XHTL-FM
- San Luis Potosí, San Luis Potosí; Mexico;
- Frequency: 99.3 MHz
- Branding: Más FM

Programming
- Format: Adult Contemporary music in English

Ownership
- Owner: Manuel González Díaz de León and Aura Elena del Villar Martínez; (Estereo San Luis, S.A. de C.V.);
- Operator: MG Radio
- Sister stations: XHOB-FM, XHWZ-FM, XHESL-FM, XHCSM-FM

History
- First air date: February 15, 1973 (concession)
- Call sign meaning: Alfonso Torre López, original concessionaire

Technical information
- Licensing authority: CRT
- Class: A
- ERP: 1,886 watts
- HAAT: −54.7 m (−179 ft)

Links
- Website: https://mgnoticias.mx/musica-de-los-70-80-y-90s/

= XHTL-FM (San Luis Potosí) =

Radio station in San Luis Potosí, San Luis Potosí

XHTL-FM is a radio station in San Luis Potosí, San Luis Potosí. Broadcasting on 99.3 FM, XHTL is operated by MG Radio and carries its Adult Contemporary music in English format of Más FM.

==History==
Alfonso Torre López received the concession for XHTL on February 15, 1973.

The station was long leased by Grupo ACIR, outright owner of the city's XHQK-FM 98.5. On February 26, 2020, the Mix and La Comadre formats swapped frequencies in San Luis, with Mix going to XHQK.

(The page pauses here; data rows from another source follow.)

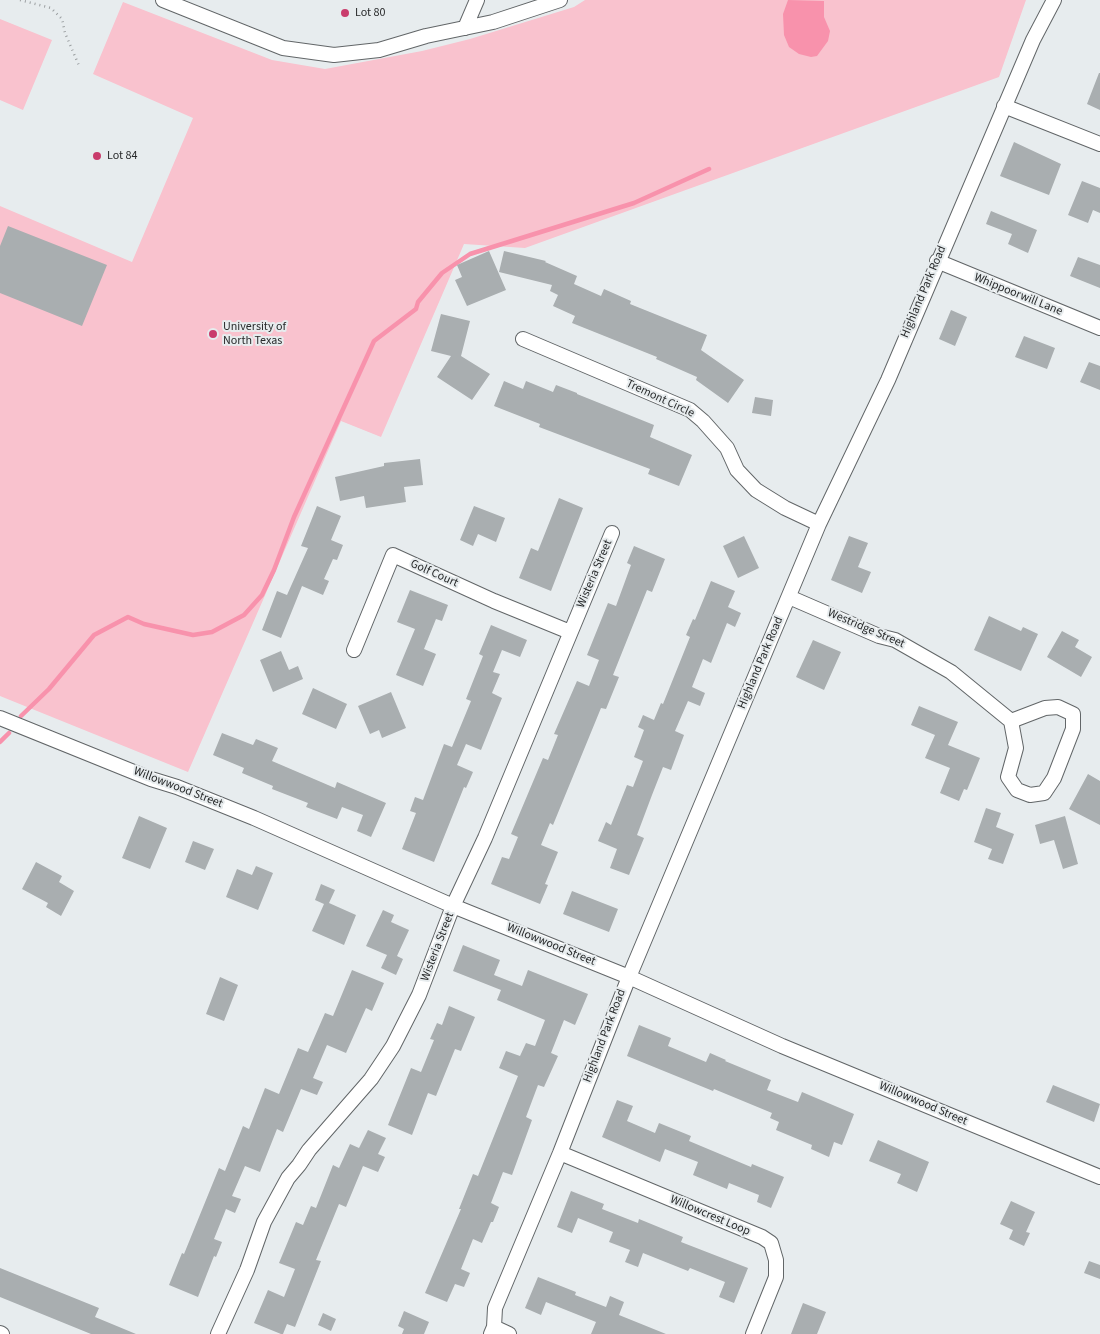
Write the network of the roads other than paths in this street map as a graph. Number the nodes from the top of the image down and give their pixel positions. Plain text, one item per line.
1 (163, 0) edge
2 (477, 0) edge
3 (560, 0) edge
4 (1054, 0) edge
5 (465, 28) junction
6 (1004, 106) junction
7 (1100, 144) edge
8 (937, 261) junction
9 (1100, 328) edge
10 (523, 339) dead end
11 (819, 524) junction
12 (612, 533) dead end
13 (789, 597) junction
14 (570, 632) junction
15 (354, 650) dead end
16 (0, 718) edge
17 (1011, 721) junction
18 (453, 906) junction
19 (629, 977) junction
20 (560, 1153) junction
21 (1100, 1177) edge
22 (492, 1331) edge
23 (218, 1334) edge
24 (509, 1334) edge
25 (753, 1334) edge

1 - 5 street
2 - 5 street
3 - 5 street
4 - 6 street, Highland Park Road
6 - 7 street
6 - 8 street, Highland Park Road
8 - 9 street, Whippoorwill Lane
8 - 11 street, Highland Park Road
10 - 11 street, Tremont Circle
11 - 13 street, Highland Park Road
12 - 14 street, Wisteria Street
13 - 17 street, Westridge Street
13 - 19 street, Highland Park Road
14 - 15 street, Golf Court
14 - 18 street, Wisteria Street
16 - 18 street, Willowwood Street
17 - 17 street
18 - 19 street, Willowwood Street
18 - 23 street, Wisteria Street
19 - 20 street, Highland Park Road
19 - 21 street, Willowwood Street
20 - 22 street, Highland Park Road
20 - 25 street, Willowcrest Loop
22 - 24 street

In November 2021, ACIR opted to end its lease of XHQK-FM. The station dropped all La Comadre branding. A month later, the station changed music from Regional Mexican to music in English and Spanish from the 1980s, 1990s, and 2000s, as MG Radio took over operations. The station began branding as Más FM on January 7, 2022, using a brand previously used on MG's XHWZ-FM 90.9 between 2013 and 2016.